Michael Rossi is a fictional character in the novel Peyton Place by Grace Metalious. Michael Rossi is a teacher and high school principal who had replaced Abner Firth, the preceding teacher and principal who had died of a heart attack. He becomes the love interest of Constance MacKenzie, a woman with a hidden past.

The character of Rossi originally was called Tomas Makris, bearing the name and description of a Laconia resident and co-worker of Metalious's school teacher husband. However, Makris sued for libel, winning an out-of-court settlement for $60,000. Makris was renamed Michael Rossi in later printings, and in the film and TV series which derived from the novel. In editions published in the United Kingdom, he was called Michael Kyros; in Return to Peyton Place, he was named Michael Rossi.

In the 1957 movie Peyton Place, Michael Rossi is played by Lee Philips.
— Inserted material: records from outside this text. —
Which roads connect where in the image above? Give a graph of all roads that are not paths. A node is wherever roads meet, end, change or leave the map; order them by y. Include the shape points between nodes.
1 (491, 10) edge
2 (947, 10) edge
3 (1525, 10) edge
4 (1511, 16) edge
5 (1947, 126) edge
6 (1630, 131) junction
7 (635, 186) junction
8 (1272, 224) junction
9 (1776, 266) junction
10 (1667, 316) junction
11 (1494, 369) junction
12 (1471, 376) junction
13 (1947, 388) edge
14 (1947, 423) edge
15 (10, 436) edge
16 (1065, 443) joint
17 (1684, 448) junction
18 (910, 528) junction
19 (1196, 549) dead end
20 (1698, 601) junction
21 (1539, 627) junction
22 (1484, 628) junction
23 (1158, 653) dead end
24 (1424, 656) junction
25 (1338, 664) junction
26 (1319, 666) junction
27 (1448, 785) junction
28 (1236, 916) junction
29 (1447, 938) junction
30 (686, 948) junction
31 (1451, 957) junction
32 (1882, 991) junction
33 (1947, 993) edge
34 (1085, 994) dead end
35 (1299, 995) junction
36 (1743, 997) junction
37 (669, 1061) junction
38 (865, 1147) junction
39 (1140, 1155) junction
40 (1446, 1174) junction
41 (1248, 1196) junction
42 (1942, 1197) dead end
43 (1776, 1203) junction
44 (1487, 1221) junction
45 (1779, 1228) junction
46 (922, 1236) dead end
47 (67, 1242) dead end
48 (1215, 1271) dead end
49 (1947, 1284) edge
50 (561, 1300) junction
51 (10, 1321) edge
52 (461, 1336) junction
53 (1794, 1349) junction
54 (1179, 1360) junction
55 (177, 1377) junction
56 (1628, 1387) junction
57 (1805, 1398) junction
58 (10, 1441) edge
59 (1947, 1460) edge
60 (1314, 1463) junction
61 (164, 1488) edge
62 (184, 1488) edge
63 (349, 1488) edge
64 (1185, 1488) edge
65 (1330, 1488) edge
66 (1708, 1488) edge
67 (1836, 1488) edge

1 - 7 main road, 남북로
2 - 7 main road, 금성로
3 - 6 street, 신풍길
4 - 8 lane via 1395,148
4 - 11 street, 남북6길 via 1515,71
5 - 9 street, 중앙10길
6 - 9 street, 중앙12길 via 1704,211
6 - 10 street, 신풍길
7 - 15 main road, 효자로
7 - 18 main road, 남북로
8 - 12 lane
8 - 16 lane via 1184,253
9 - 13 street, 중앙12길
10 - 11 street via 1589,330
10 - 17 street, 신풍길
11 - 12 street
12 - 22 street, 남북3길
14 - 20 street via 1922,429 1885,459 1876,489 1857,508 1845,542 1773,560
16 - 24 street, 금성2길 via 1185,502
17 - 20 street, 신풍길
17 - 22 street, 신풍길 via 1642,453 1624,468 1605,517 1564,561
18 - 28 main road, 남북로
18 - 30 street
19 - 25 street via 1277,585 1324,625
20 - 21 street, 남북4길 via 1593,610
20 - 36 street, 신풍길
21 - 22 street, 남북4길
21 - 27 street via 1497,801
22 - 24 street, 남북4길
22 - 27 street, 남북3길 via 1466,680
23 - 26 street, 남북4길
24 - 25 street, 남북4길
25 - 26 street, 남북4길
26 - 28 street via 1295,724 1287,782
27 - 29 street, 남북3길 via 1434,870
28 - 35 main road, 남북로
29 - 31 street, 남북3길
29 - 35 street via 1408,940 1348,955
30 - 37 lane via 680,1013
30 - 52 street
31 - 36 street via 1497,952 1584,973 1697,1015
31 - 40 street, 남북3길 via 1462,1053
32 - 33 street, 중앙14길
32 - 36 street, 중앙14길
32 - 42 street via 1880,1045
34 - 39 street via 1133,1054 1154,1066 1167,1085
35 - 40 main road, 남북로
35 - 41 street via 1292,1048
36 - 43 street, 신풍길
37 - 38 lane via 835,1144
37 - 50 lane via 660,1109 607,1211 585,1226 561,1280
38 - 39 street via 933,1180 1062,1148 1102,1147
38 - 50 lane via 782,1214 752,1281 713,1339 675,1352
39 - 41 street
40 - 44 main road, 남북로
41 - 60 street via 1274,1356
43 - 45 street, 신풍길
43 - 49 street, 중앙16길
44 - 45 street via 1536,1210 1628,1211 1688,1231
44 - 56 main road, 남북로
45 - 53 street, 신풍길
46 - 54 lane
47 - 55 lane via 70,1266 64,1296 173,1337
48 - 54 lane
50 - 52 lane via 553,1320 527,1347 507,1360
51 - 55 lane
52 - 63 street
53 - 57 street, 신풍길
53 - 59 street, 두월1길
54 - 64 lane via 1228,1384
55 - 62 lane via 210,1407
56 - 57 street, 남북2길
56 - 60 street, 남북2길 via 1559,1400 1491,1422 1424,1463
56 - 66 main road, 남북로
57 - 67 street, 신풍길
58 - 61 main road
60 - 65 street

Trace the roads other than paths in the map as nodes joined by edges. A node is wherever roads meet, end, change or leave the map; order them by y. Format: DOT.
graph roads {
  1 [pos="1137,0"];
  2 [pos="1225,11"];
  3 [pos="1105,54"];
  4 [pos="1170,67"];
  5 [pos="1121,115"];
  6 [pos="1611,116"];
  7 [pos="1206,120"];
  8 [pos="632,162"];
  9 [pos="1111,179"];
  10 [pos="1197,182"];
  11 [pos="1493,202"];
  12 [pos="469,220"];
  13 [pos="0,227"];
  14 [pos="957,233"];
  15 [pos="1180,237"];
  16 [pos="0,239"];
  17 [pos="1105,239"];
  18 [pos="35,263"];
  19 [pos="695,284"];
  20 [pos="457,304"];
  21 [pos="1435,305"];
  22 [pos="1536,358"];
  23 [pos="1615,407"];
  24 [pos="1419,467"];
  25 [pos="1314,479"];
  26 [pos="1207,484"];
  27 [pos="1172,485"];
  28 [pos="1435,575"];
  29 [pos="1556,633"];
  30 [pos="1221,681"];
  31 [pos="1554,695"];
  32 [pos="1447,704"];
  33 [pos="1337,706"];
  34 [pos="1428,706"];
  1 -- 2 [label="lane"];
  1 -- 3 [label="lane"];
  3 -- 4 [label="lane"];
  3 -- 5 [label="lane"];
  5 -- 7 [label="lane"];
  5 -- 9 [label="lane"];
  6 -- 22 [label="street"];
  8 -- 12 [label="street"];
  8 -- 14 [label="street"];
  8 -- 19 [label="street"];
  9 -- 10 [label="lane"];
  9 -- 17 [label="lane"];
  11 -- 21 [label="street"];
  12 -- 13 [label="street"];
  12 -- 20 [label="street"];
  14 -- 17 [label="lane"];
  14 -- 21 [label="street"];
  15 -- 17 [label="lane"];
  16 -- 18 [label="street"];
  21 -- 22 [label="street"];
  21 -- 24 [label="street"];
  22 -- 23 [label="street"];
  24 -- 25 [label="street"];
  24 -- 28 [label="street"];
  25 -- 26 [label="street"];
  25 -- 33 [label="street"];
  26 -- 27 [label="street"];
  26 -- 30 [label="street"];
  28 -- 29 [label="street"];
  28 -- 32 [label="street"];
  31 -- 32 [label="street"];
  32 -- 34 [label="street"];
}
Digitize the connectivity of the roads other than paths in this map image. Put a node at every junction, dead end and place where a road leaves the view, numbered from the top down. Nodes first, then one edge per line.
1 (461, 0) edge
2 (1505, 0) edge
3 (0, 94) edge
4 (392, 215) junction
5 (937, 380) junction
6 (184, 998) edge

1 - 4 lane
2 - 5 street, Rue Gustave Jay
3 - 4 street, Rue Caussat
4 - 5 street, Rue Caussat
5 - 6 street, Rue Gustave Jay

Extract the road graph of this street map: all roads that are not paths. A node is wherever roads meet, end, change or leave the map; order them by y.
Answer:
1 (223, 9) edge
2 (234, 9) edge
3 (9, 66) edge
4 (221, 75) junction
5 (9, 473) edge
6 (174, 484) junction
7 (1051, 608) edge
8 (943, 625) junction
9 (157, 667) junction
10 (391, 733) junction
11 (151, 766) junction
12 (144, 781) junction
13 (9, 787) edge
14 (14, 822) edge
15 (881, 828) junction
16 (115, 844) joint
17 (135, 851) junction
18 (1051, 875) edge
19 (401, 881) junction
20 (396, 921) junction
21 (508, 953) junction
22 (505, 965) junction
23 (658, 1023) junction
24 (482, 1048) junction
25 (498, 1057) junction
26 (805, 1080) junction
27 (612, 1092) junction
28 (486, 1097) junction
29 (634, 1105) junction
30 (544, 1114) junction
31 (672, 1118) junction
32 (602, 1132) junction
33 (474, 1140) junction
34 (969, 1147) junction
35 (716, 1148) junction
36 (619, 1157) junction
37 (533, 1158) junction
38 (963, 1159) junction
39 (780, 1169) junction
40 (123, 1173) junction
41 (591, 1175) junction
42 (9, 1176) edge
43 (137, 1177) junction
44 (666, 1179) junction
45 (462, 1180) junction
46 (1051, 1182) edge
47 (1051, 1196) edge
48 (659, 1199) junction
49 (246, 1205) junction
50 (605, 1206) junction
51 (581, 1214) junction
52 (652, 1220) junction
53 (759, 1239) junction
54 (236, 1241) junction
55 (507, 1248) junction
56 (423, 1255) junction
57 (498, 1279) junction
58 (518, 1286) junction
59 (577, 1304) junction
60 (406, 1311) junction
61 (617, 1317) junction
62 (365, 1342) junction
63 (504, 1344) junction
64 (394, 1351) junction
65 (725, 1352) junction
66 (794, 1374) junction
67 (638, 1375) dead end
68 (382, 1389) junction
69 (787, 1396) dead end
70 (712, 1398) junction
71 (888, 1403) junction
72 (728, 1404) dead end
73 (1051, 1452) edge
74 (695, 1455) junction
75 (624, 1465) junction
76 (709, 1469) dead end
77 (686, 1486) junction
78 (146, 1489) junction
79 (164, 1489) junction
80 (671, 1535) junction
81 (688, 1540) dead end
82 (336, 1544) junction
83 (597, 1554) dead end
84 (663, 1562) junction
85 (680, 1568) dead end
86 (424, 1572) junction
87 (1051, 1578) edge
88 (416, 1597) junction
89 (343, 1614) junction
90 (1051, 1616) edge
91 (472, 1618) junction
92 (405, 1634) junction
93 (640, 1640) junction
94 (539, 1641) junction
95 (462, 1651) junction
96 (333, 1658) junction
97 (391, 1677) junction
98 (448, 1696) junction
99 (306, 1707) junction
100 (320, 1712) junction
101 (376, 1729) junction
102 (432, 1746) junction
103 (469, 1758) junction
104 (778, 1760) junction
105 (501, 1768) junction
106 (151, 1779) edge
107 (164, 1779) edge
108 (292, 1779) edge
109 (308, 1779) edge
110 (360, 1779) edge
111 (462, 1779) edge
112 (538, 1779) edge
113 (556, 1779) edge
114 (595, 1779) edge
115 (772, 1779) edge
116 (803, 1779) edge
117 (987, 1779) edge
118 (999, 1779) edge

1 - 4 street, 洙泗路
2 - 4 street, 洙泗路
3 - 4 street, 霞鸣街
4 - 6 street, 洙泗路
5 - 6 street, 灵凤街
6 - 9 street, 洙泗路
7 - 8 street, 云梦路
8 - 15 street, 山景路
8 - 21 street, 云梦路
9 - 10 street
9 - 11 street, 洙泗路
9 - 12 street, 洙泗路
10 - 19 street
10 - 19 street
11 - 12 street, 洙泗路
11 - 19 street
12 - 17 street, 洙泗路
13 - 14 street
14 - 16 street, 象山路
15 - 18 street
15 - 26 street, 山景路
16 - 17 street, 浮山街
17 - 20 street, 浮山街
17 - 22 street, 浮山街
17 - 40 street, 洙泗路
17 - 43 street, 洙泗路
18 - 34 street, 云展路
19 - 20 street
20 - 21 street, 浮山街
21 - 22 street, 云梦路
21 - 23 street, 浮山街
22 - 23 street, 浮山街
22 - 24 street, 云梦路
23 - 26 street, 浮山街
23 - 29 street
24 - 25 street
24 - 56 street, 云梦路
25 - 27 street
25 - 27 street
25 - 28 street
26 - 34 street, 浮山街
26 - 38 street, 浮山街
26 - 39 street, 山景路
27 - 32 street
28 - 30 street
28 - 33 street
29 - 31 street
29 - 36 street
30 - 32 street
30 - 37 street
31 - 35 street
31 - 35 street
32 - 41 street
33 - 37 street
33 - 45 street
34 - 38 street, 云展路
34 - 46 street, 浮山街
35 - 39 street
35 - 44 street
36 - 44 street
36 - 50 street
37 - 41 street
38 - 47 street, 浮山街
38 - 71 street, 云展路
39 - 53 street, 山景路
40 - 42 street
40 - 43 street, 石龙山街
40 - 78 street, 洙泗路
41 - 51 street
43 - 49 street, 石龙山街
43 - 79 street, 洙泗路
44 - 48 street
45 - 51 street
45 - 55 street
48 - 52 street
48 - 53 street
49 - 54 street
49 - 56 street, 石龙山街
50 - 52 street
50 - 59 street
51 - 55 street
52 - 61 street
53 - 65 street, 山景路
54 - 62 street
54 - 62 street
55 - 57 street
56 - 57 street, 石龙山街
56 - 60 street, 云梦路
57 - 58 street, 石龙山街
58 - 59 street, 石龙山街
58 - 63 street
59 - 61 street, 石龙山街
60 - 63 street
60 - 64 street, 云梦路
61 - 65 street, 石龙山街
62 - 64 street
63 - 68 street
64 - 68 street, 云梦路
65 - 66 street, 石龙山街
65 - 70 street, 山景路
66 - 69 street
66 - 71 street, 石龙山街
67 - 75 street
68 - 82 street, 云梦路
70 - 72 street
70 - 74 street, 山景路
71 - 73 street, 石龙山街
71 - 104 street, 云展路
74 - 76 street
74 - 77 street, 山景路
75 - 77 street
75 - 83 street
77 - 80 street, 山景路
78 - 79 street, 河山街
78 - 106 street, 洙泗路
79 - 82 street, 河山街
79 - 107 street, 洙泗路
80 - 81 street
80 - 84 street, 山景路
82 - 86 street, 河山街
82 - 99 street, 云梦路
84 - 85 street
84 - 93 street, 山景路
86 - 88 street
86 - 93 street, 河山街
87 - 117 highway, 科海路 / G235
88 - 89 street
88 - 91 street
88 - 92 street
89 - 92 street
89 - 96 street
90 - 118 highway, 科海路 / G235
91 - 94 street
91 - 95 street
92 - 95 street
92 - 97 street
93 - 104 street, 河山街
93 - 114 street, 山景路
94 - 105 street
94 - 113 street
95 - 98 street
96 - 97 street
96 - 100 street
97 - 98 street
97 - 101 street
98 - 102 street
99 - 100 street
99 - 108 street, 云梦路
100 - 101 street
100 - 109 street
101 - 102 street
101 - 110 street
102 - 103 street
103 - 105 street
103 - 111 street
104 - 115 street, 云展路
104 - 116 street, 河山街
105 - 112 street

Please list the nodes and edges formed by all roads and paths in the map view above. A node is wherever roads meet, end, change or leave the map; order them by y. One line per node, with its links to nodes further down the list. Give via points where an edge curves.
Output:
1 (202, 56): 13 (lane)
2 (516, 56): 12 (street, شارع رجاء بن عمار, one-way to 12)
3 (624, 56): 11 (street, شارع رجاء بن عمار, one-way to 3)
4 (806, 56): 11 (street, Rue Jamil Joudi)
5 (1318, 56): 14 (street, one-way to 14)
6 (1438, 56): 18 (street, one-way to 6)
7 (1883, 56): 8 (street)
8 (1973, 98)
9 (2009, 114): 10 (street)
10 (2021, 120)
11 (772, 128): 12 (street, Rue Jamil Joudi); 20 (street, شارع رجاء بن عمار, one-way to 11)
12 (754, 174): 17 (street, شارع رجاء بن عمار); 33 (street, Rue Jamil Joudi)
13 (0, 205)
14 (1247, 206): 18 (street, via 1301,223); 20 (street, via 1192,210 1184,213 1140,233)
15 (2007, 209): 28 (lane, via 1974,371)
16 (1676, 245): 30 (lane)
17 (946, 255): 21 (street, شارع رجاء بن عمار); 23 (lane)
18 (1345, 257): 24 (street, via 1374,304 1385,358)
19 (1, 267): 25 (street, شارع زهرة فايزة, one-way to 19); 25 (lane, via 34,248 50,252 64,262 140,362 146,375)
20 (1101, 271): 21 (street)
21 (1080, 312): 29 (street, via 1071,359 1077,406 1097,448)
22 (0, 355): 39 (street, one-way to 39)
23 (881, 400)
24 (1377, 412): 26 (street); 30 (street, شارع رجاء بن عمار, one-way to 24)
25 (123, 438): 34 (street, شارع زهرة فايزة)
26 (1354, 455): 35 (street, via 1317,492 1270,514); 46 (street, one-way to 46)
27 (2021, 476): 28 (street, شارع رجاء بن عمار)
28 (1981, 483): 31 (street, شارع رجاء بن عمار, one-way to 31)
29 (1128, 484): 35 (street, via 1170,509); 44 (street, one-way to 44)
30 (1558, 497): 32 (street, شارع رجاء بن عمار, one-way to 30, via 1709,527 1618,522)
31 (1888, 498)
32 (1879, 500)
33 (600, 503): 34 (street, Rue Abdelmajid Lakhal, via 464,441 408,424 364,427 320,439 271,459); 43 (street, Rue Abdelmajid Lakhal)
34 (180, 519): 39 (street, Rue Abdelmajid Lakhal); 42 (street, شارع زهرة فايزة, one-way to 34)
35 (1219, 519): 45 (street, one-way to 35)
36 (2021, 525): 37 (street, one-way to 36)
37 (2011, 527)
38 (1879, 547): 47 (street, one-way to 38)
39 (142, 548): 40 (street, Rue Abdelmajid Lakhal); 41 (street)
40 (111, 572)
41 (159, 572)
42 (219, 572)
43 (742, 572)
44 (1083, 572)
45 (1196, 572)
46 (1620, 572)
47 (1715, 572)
In the TV series Peyton Place, which ran from 1964 to 1969, the character of Dr. Rossi was played by Ed Nelson. Rossi's profession was changed from high school principal to doctor. The former doctor, Matthew Swain, becomes the editor of the Peyton Place Clarion.

In the 1972–1974 daytime series Return to Peyton Place, the role of Dr. Rossi was played by Guy Stockwell.